The EDC under then-Mayor Bill de Blasio eventually relented, despite uproar from manufacturing advocates and elected officials. Rusi had backed de Blasio’s re-election campaign by bundling around $55,000 in donations from his friends and associates, the New York Post previously reported. 

The new agreement signed in early 2020 with Salmar Properties reduced the square footage for manufacturing businesses, opening up about a third of the building’s floor area to office space, property records show, paving the way for the latest deal with the city. 

About 60% of the building’s square footage still has to serve industrial uses, and retail is still permitted in the first two floors, which make up a bit more than 10% of its square footage. 

Asked about the new deal, City Councilmember Alexa Avilés (D-BK) said she was on board with a large HRA office space coming to her district, but said she was frustrated by what she called “intensely reactionary” city planning that led first to sale of a property far below market value, only for office space to be leased back from a private developer a decade later.

“They’re trying to claw back assets now realizing they had maybe too much of a fire sale,” Avilés said. “It’s just a crazy-making scenario.”

Bye-Bye, Retail

Jesse Solomon, executive director of the Southwest Brooklyn Industrial Development Corporation, said that while the warehouse’s developers initially seemed to be stalling in their commitment to open the space up for manufacturers, she’d seen renewed efforts in the last three years. Solomon pointed to the Prose, a bespoke hair care company that doubled its footprint in the building in 2021.

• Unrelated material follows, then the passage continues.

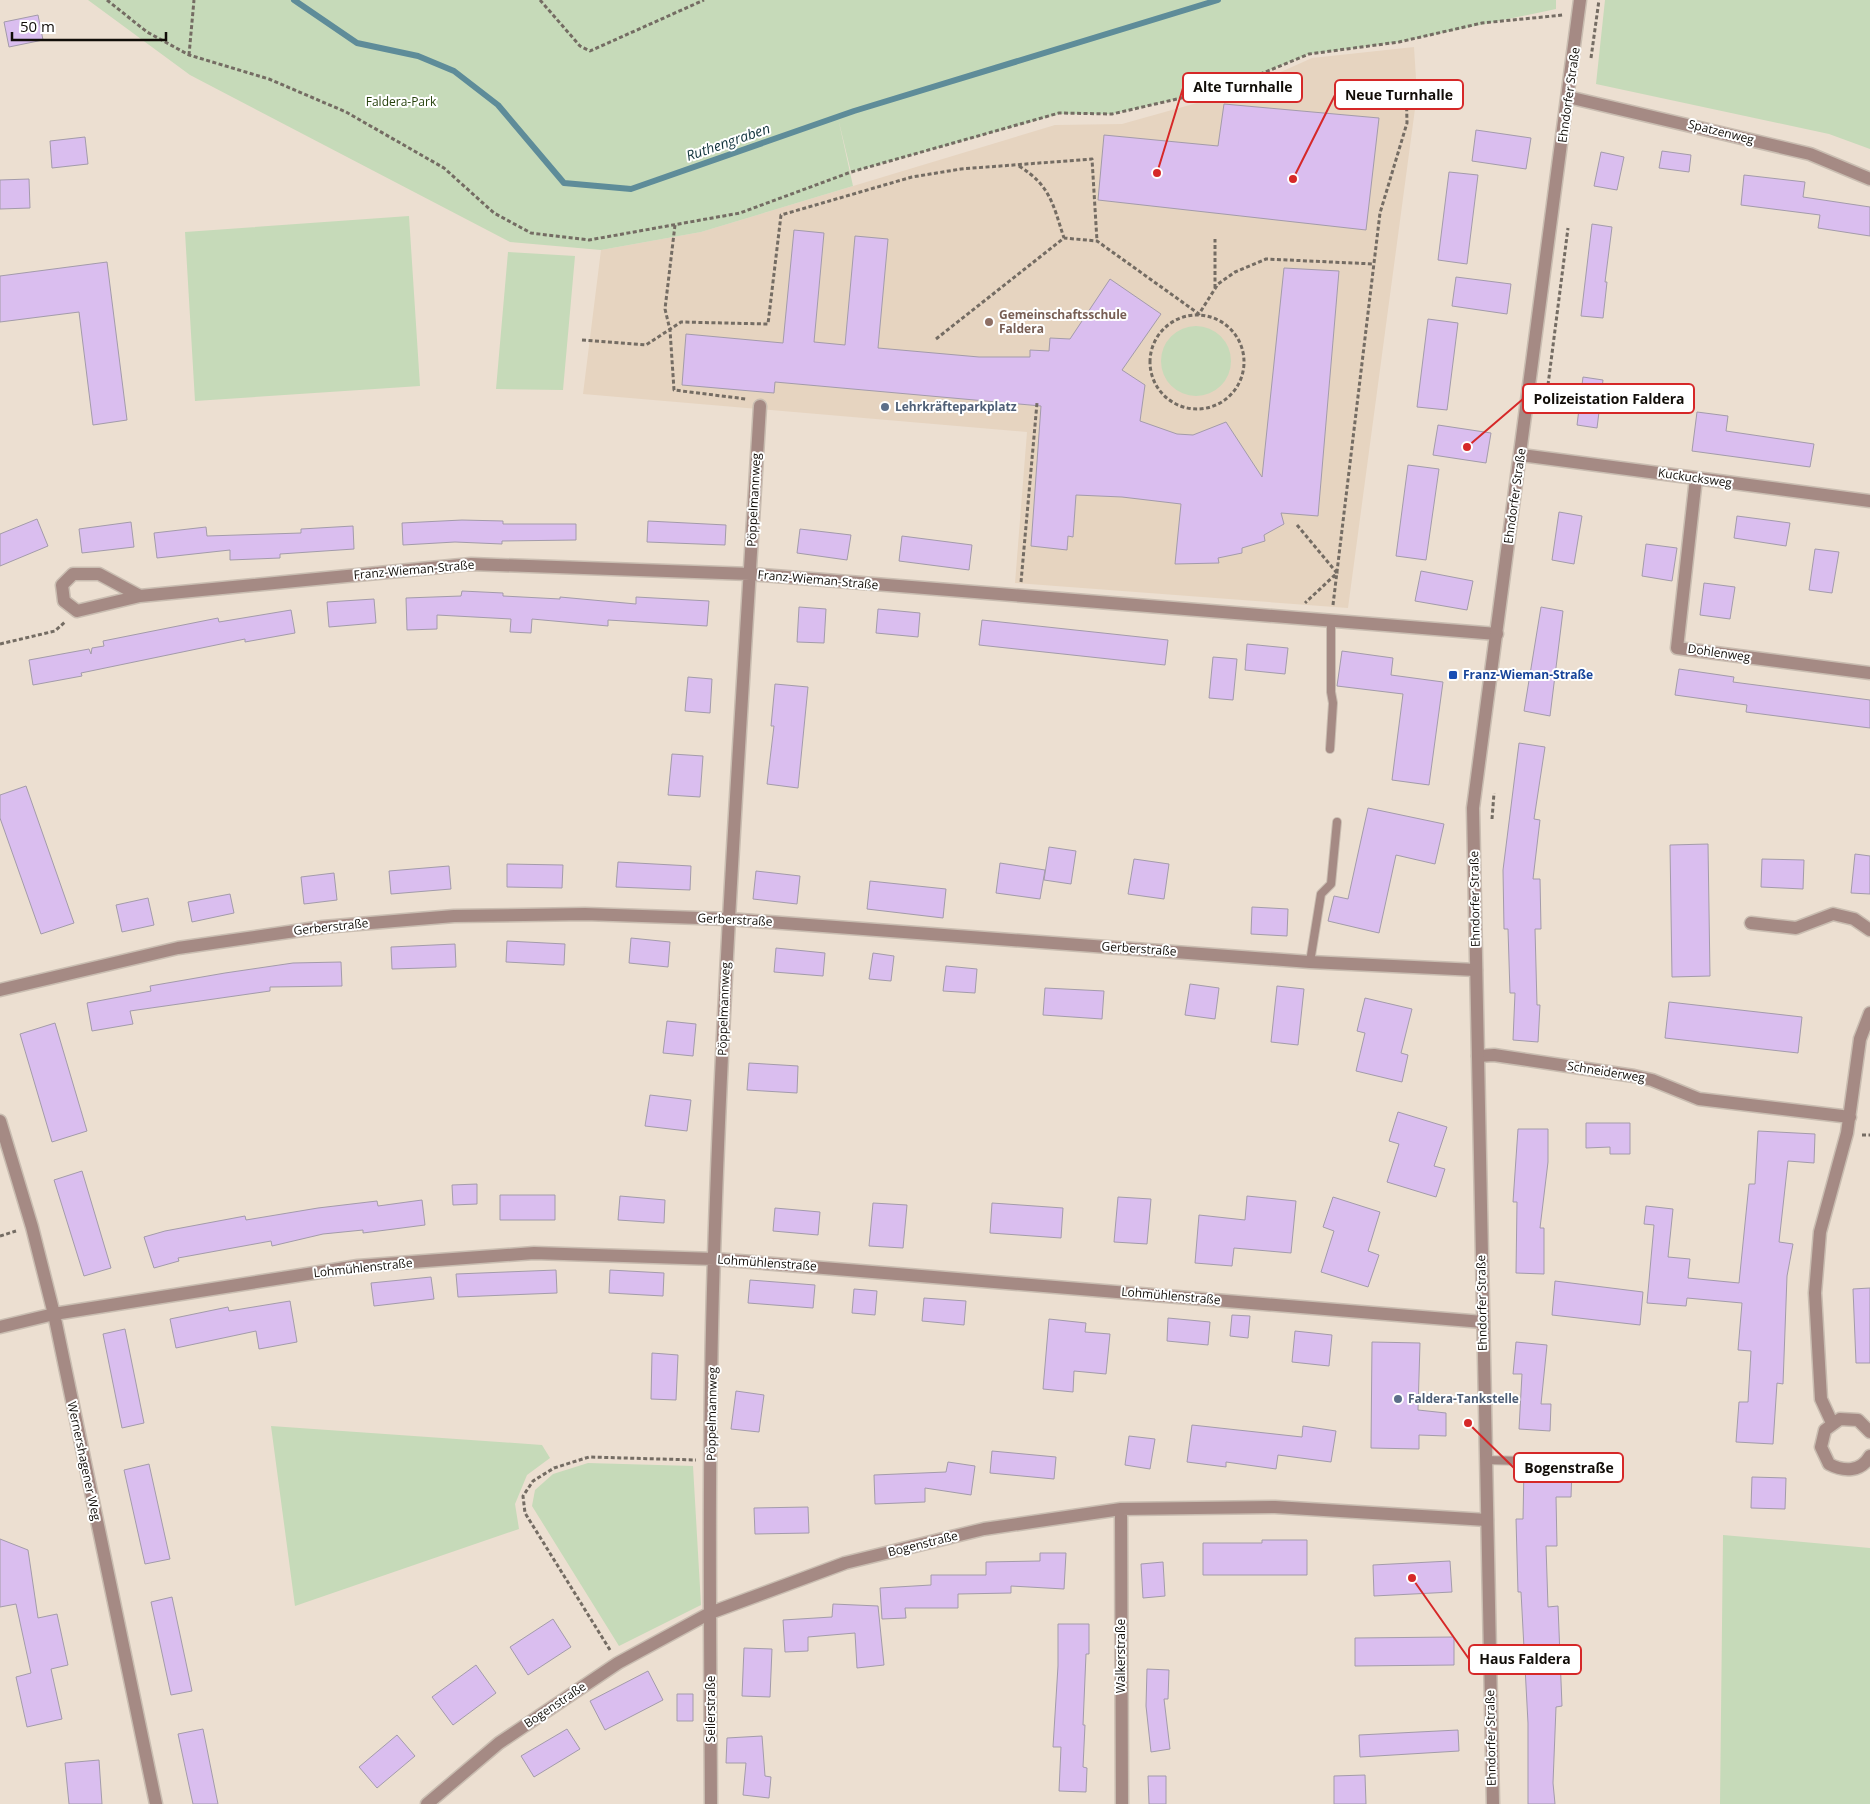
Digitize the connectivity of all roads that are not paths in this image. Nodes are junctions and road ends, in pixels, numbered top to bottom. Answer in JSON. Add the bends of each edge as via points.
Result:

The building’s retail offerings were also flagging, Solomon said, with the recent closure of Bed Bath & Beyond and companies it owns, buybuy Baby and Harmon Face Values. 

The now-empty space where Bed Bath & Beyond once bustled, inside 850 Third Ave. next to Industry City, May 23, 2023.

Ben Fractenberg/THE CITY

“They really need a large tenant to anchor a floor like that, especially now that they lost all of their retail,” Solomon said. 

World Market, Saks Off Fifth and Micro Center are still operating from the first two floors of the warehouse. Brooklyn Grange, a 3.2-acre urban farm and event space, is on the roof. 

While Salmar Properties is on track to secure lucrative long-term contracts to house city offices, it has struggled to recruit manufacturing tenants, and the building currently has more than a half-million square feet of vacant space, according to its website.

Solomon said particulars of the property present unique challenges for recruiting industrial businesses, including ceiling heights lower than what many such businesses seek. Manufacturers also often prefer to have a ground-floor standalone warehouse space rather than having to rely on elevators.

“Any large, multi-floor industrial facility like that is challenging to subdivide for modern manufacturing and industrial tenants,” she said.

About one-third of the building’s square footage, or nearly 500,000 square feet, is currently occupied by manufacturing tenants, according to Adrien Lesser, a spokesperson for EDC.

Other tenants have been announced in recent years, including the offices of the tech company Prime Clerk, an Amazon distribution site, the offices and warehouse of second-hand luxury clothing reseller Vestiaire Collective, and the fulfillment center of Ship Essential. Lesser and Ratner declined to provide a list of active tenants. 

Instead of paying taxes, Salmar makes discounted payments directly to EDC. In 2022, it paid $887,190 instead of what would otherwise have been a tax bill of more than $3 million, city records show.